A lot of practices are learning how to manage hackers or malware, but no many have a plan for insider threat management. This means there is no plan for attacks that come from within the company walls. Whether malicious or accidental, insider attacks can leave your practice feeling vulnerable and eager to prevent future incidents. If you read a recent blog by activtrak on 2019 insider threat stats, then you saw the potential damage that insider attacks can have on a company’s operations, brand and bottom line. While costly and disruptive to repair many insider attacks can be prevented with an adequate plan. As we wrap up 2019, we can assess existing insider threat protocol and put together a 2020 plan to increase security, ensure employee training and prevent attacks. In the following sections, we’ve broken down some areas that should be on your 2020 insider threat program checklist.
Employee Workplace Behavior
There’s no one-size-fits-all plan to prevent insider attacks and a practice’s program needs to be designed to match their unique vulnerabilities and risks. The first step is to evaluate the workplace and create a list of positions that pose the greatest risk, i.e. billing, medical records, front desk, etc. A good way to determine these positions of by their roles. What might immediately come to mind due to their involvement with important data—like accountants, IT directors or executive leadership. But don’t skip over patient assistance members, developers, contractors or third-party vendors who might also pose a risk to data due to their lack of training or ability to build their own backdoor access.
Once you’ve built this list of at-risk roles, start surveying the employees to better understand what activities they carry out in their position that may put your data at risk and how their attitude— disgruntled, negligent, etc—may be a red flag. Even well-meaning employees can cause data incidents due to accidental misuse of USB drives, cloud networks or email. Plan for periodic check-ins in 2020 to monitor employee behavior and respond quickly with corrective training.
A critical aspect of insider threat prevention is just knowing who has access to data. Using your list of at-risk roles, start mapping out what information and data your employees touch. Consider company financial data, customer information, credit card details, big announcements, etc. Think about what each role uses in their daily activities and what data they’re regularly asked to share.

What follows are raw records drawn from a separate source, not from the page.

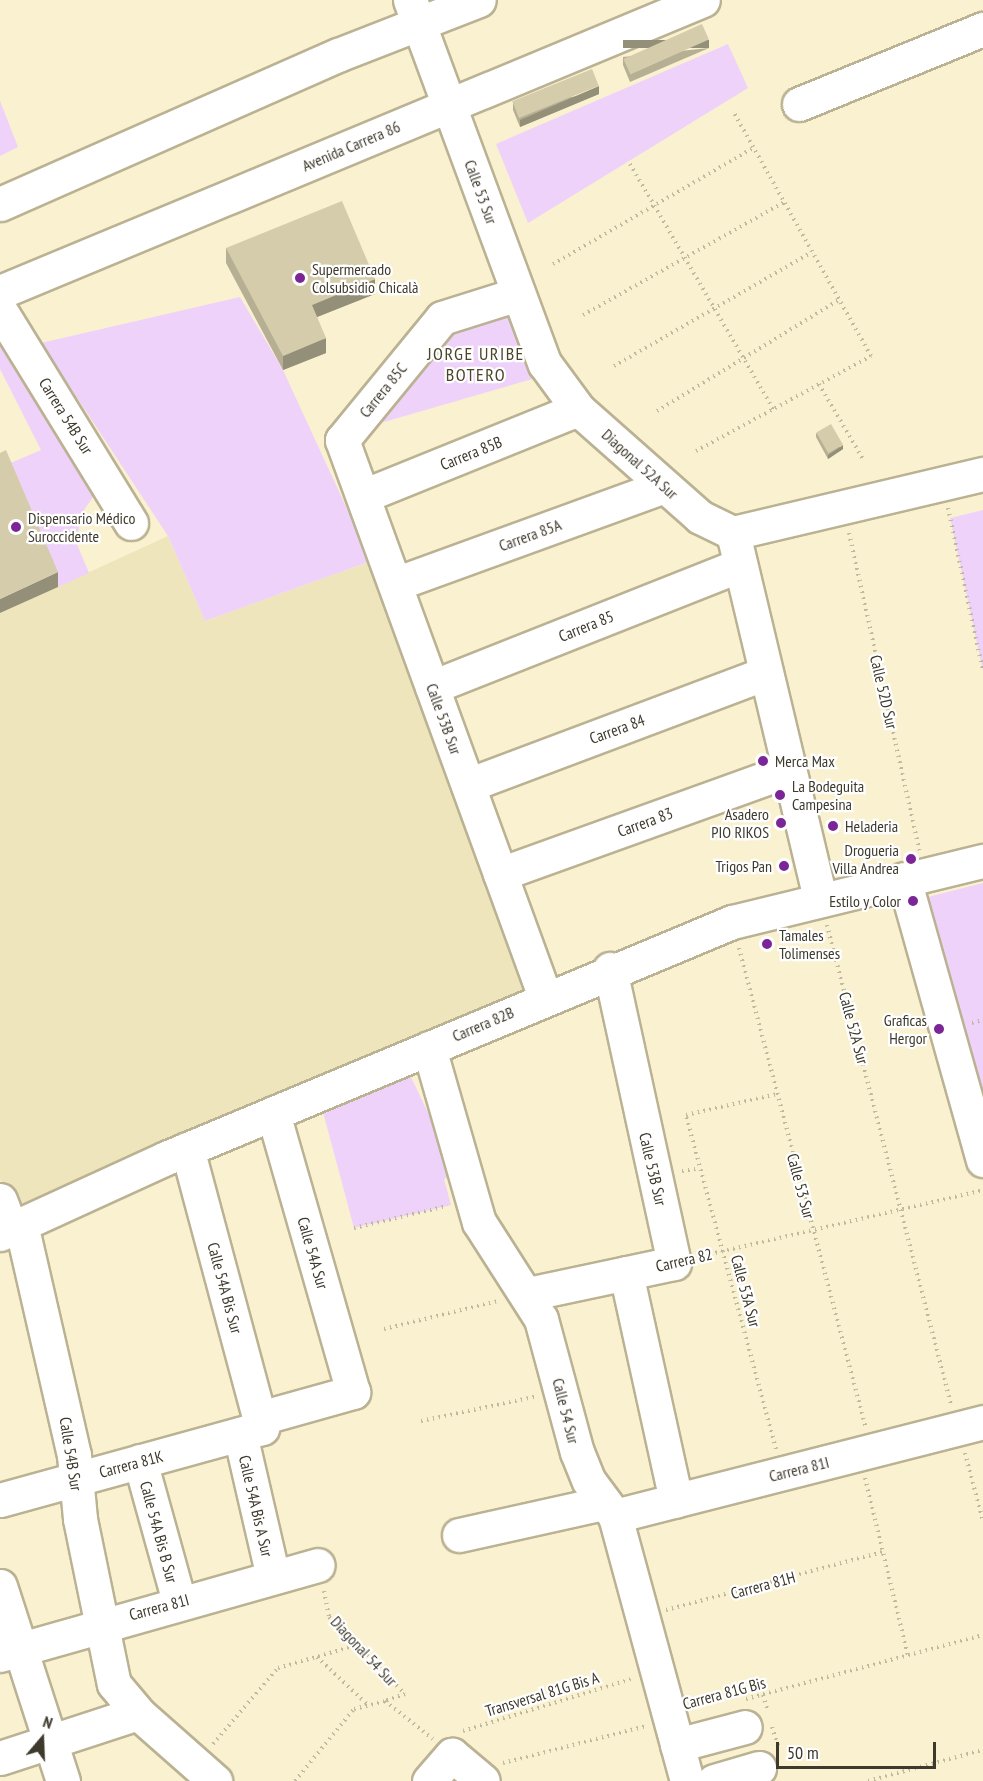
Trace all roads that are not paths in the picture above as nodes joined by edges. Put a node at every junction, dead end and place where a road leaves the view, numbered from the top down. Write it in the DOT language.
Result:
graph roads {
  1 [pos="479,0"];
  2 [pos="703,0"];
  3 [pos="414,12"];
  4 [pos="983,29"];
  5 [pos="799,104"];
  6 [pos="449,105"];
  7 [pos="0,204"];
  8 [pos="0,292"];
  9 [pos="518,294"];
  10 [pos="0,310"];
  11 [pos="555,383"];
  12 [pos="578,409"];
  13 [pos="342,440"];
  14 [pos="983,474"];
  15 [pos="664,486"];
  16 [pos="363,496"];
  17 [pos="131,523"];
  18 [pos="733,533"];
  19 [pos="740,565"];
  20 [pos="395,584"];
  21 [pos="766,674"];
  22 [pos="432,687"];
  23 [pos="789,770"];
  24 [pos="468,785"];
  25 [pos="983,861"];
  26 [pos="500,874"];
  27 [pos="914,877"];
  28 [pos="820,898"];
  29 [pos="610,969"];
  30 [pos="545,997"];
  31 [pos="429,1048"];
  32 [pos="273,1113"];
  33 [pos="187,1149"];
  34 [pos="983,1160"];
  35 [pos="8,1222"];
  36 [pos="674,1263"];
  37 [pos="626,1273"];
  38 [pos="528,1294"];
  39 [pos="353,1392"];
  40 [pos="970,1425"];
  41 [pos="254,1427"];
  42 [pos="140,1461"];
  43 [pos="76,1479"];
  44 [pos="0,1500"];
  45 [pos="676,1501"];
  46 [pos="609,1509"];
  47 [pos="459,1535"];
  48 [pos="318,1565"];
  49 [pos="273,1577"];
  50 [pos="0,1586"];
  51 [pos="178,1602"];
  52 [pos="99,1623"];
  53 [pos="10,1651"];
  54 [pos="138,1713"];
  55 [pos="742,1714"];
  56 [pos="674,1733"];
  57 [pos="50,1742"];
  58 [pos="457,1753"];
  59 [pos="0,1758"];
  60 [pos="770,1760"];
  61 [pos="206,1773"];
  62 [pos="63,1781"];
  63 [pos="429,1781"];
  64 [pos="687,1781"];
  65 [pos="714,1781"];
  1 -- 3 [label="street"];
  2 -- 6 [label="street, Avenida Carrera 86"];
  3 -- 6 [label="street, Calle 53 Sur"];
  3 -- 7 [label="street"];
  4 -- 5 [label="street"];
  6 -- 8 [label="street, Avenida Carrera 86"];
  6 -- 9 [label="street, Calle 53 Sur"];
  9 -- 11 [label="street, Calle 53 Sur"];
  9 -- 13 [label="street, Carrera 85C"];
  10 -- 17 [label="street, Carrera 54B Sur"];
  11 -- 12 [label="street, Diagonal 52A Sur"];
  12 -- 15 [label="street, Diagonal 52A Sur"];
  12 -- 16 [label="street, Carrera 85B"];
  13 -- 16 [label="street, Calle 53B Sur"];
  14 -- 18 [label="street"];
  15 -- 18 [label="street, Diagonal 52A Sur"];
  15 -- 20 [label="street, Carrera 85A"];
  16 -- 20 [label="street, Calle 53B Sur"];
  18 -- 19 [label="street"];
  19 -- 21 [label="street"];
  19 -- 22 [label="street, Carrera 85"];
  20 -- 22 [label="street, Calle 53B Sur"];
  21 -- 23 [label="street"];
  21 -- 24 [label="street, Carrera 84"];
  22 -- 24 [label="street, Calle 53B Sur"];
  23 -- 26 [label="street, Carrera 83"];
  23 -- 28 [label="street"];
  24 -- 26 [label="street, Calle 53B Sur"];
  25 -- 27 [label="street, Carrera 82B"];
  26 -- 30 [label="street, Calle 53B Sur"];
  27 -- 28 [label="street, Carrera 82B"];
  27 -- 34 [label="street"];
  28 -- 29 [label="street, Carrera 82B"];
  29 -- 30 [label="street, Carrera 82B"];
  29 -- 36 [label="street, Calle 53B Sur"];
  30 -- 31 [label="street, Carrera 82B"];
  31 -- 32 [label="street, Carrera 82B"];
  31 -- 38 [label="street, Calle 54 Sur"];
  32 -- 33 [label="street, Carrera 82B"];
  32 -- 39 [label="street, Calle 54A Sur"];
  33 -- 35 [label="street, Carrera 82B"];
  33 -- 41 [label="street, Calle 54A Bis Sur"];
  35 -- 43 [label="street, Calle 54B Sur"];
  36 -- 37 [label="street, Carrera 82"];
  37 -- 38 [label="street, Carrera 82"];
  37 -- 45 [label="street"];
  38 -- 46 [label="street, Calle 54 Sur"];
  39 -- 41 [label="street, Carrera 81K"];
  40 -- 45 [label="street, Carrera 81I"];
  41 -- 42 [label="street, Carrera 81K"];
  41 -- 49 [label="street, Calle 54A Bis A Sur"];
  42 -- 43 [label="street, Carrera 81K"];
  42 -- 51 [label="street, Calle 54A Bis B Sur"];
  43 -- 44 [label="street, Carrera 81K"];
  43 -- 52 [label="street, Calle 54B Sur"];
  45 -- 46 [label="street, Carrera 81I"];
  46 -- 47 [label="street, Carrera 81I"];
  46 -- 56 [label="street, Calle 54 Sur"];
  48 -- 49 [label="street, Carrera 81I"];
  49 -- 51 [label="street, Carrera 81I"];
  50 -- 53 [label="street"];
  51 -- 52 [label="street, Carrera 81I"];
  52 -- 53 [label="street, Carrera 81I"];
  52 -- 54 [label="street, Calle 54B Sur"];
  53 -- 57 [label="street"];
  54 -- 57 [label="street"];
  54 -- 61 [label="street"];
  55 -- 56 [label="street"];
  56 -- 64 [label="street, Calle 54 Sur"];
  57 -- 59 [label="street"];
  57 -- 62 [label="street"];
  58 -- 63 [label="street"];
  60 -- 65 [label="street"];
}
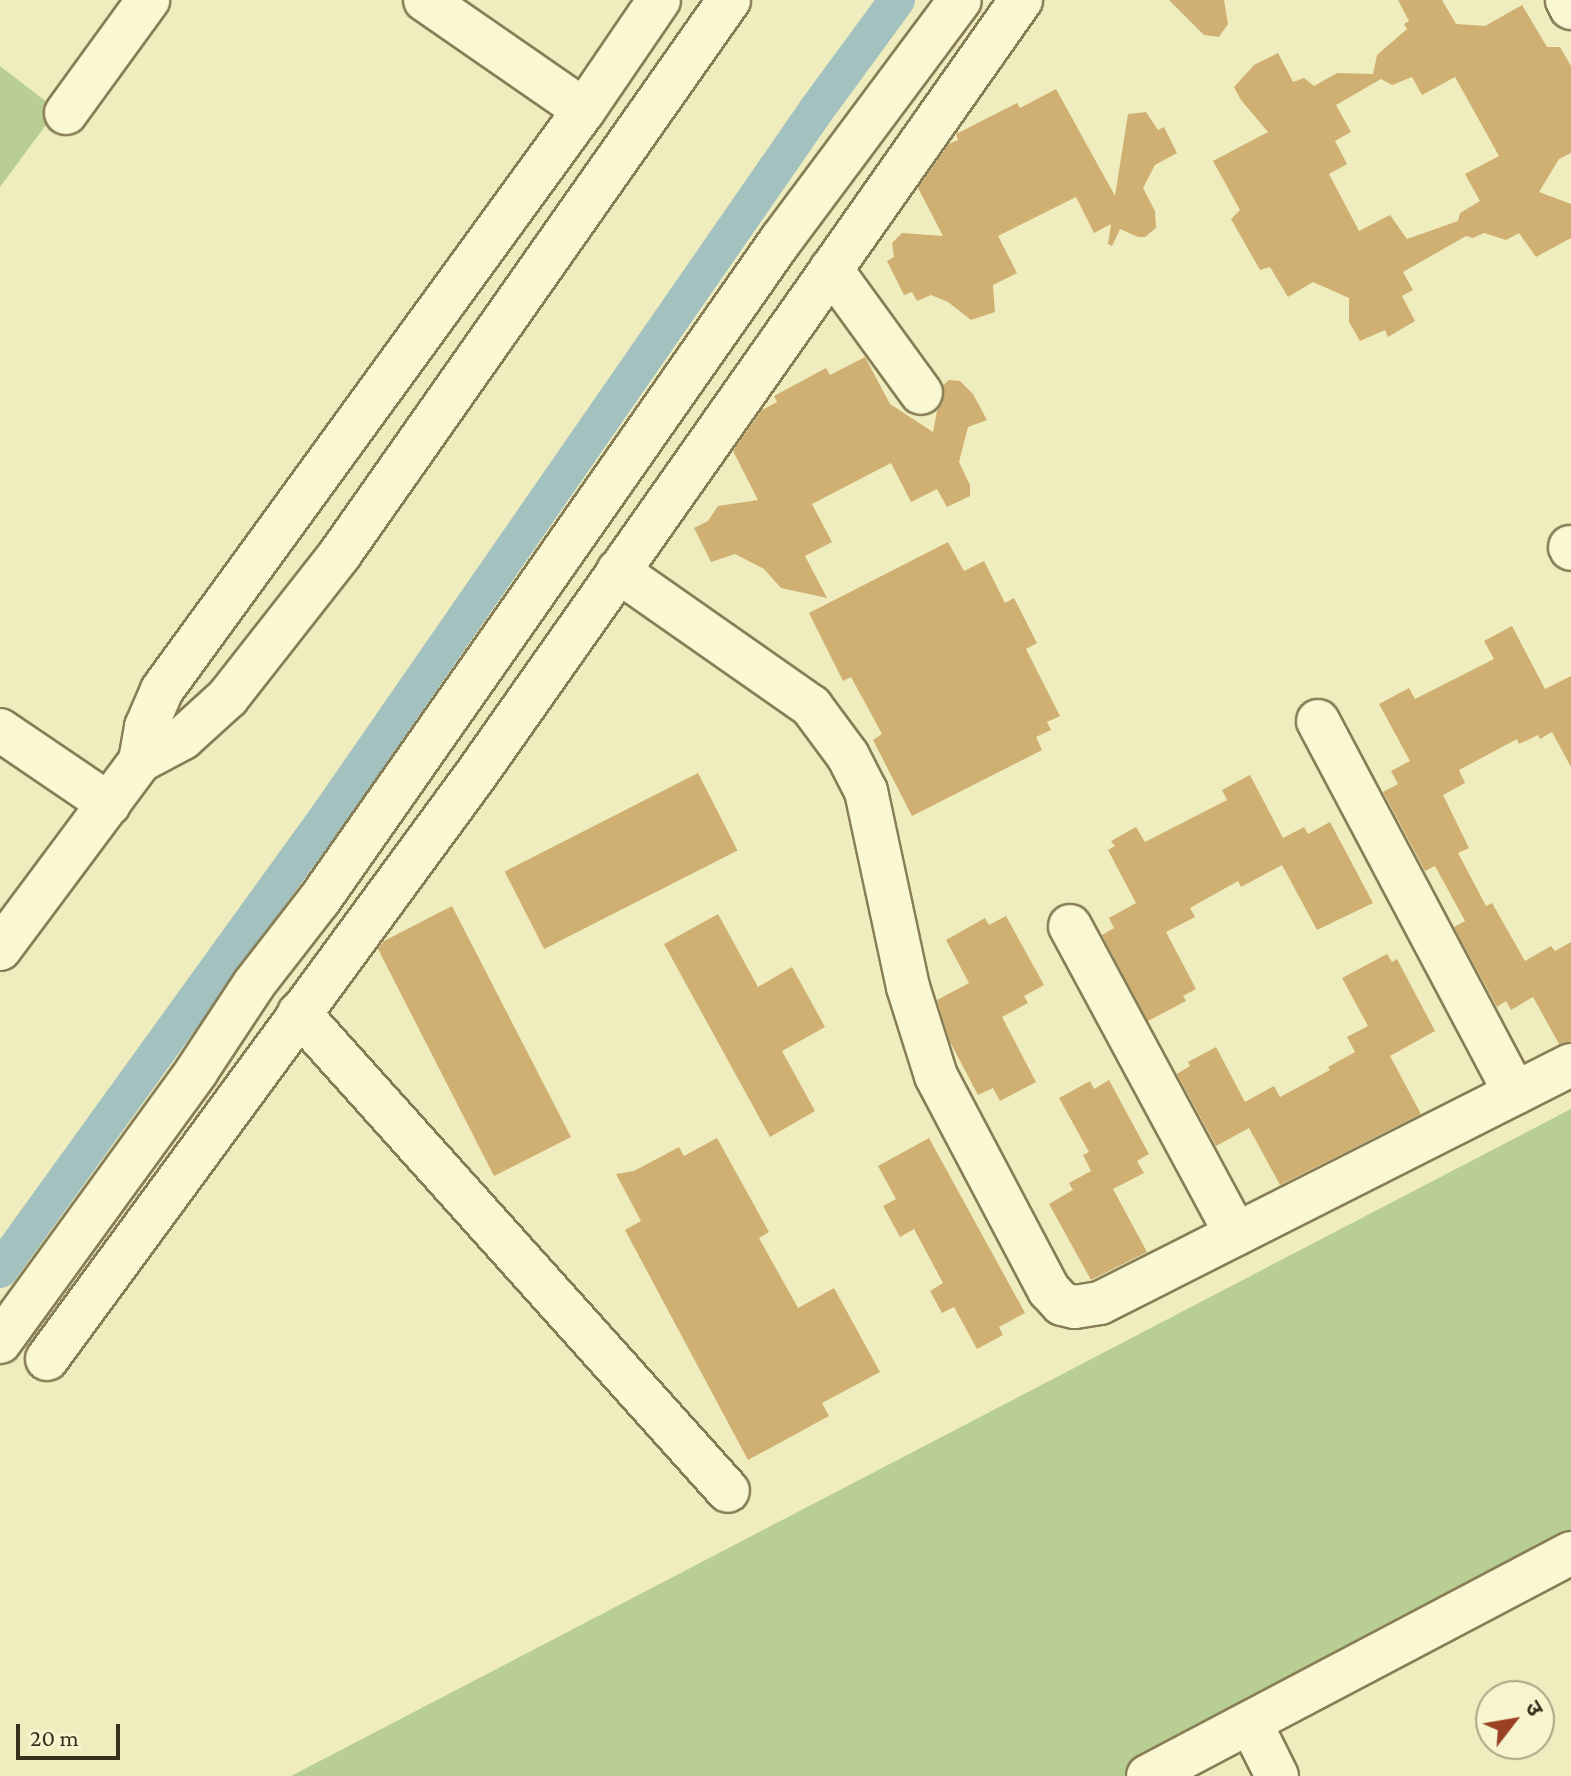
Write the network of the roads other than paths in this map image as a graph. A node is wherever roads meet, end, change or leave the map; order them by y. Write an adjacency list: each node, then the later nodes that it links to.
1 (148, 0): 10 (street)
2 (425, 0): 9 (street)
3 (659, 0): 9 (street)
4 (729, 0): 16 (street)
5 (960, 0): 24 (street)
6 (1021, 0): 11 (street)
7 (1567, 0): 8 (street)
8 (1571, 8)
9 (584, 110): 16 (street)
10 (66, 113)
11 (831, 269): 12 (street); 13 (street)
12 (921, 393)
13 (618, 571): 20 (street); 23 (street)
14 (1318, 721): 22 (street)
15 (0, 730): 17 (street)
16 (140, 761): 17 (street)
17 (109, 804): 19 (street)
18 (1070, 926): 23 (street)
19 (0, 949)
20 (299, 1013): 25 (street); 26 (street)
21 (1571, 1065): 22 (street)
22 (1515, 1093): 23 (street)
23 (1236, 1234)
24 (0, 1342)
25 (47, 1359)
26 (728, 1491)
27 (1571, 1553): 28 (street)
28 (1251, 1724): 29 (street); 30 (street)
29 (1148, 1776)
30 (1277, 1776)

The sharing is where problems typically arrive because employees could inadvertently upload data to public clouds, send unprotected links via Slack or email sensitive information. Although well-meaning, these data-sharing activities are risky. For example, a third-party sales vendor might want easy access to a list of previous various patients and their drug information, so they upload customer info to Google Drive only to later realize that what they uploaded included credit card information and was added to a public folder. Prevent these kinds of incidents in 2020, by using your data-access map to limit any data access that isn’t crucial to an employee’s position.
Just leaving a laptop open and unlocked for a quick lunch break could pose a security risk for your data. But if a practice hasn’t trained an employee on HIPAA or the safe use of workplace assets, how were they supposed to know any better? Organizations need internet and computer usage policies to provide guidelines for employees about proper use and to make them aware of their risky behavior.
Your practice’s 2020 internet usage policy could include the requirement for employees to access company resources over a virtual private network to prevent spyware. Website blocking software might also be part of your internet usage plan to ensure that no valuable data is accidentally shared.
Computer policy might include requiring employees to use multifactor authentication to log in to computers and to set the authentication to time out after a period of inactivity. You might also install software on employee computers to auto-update antivirus software or to make USB ports inactive. Or perhaps your 2020 computer policy will restrict employees from bringing company computers home or using them on public Wifi networks.
Whatever you include in your 2020 internet and computer usage policies, make sure to have an equally robust training schedule and enforcement plan. Round up your whole team and provide background as to why insider threats are a risk and then go through your policies from top to bottom. And keep in mind that one training session might not be enough, so schedule periodic policy checkups to ensure that you’re all on the same page when it comes to insider threat prevention.
Threat Detection Tools
Due to the rapid pace of changing technology, your existing arsenal of insider threat detection tools might not be adequate. In planning for 2020, build in some flexibility for implementing software that’s different than what you currently use. For example, Data Loss Prevention (DLP) software has been the go-to for insider threat management, but it could be ready for replacement. With the growing popularity of remote work, the appearance of cloud-based platforms, and bring-your-own-device programs, DLPs are no longer sustainable solutions due to their inability to provide user behavior insight.
As the risk of insider threats increases with new technologies and ever-changing work environments, prevention and detection are critical for practice security. Analyzing your organization’s current security protocols, workplace behavior and existing software solutions will help you detect vulnerabilities and risks. In developing your 2020 insider threat plan, take a thorough look at how your company operates and build in flexibility such that your plan can adapt and change.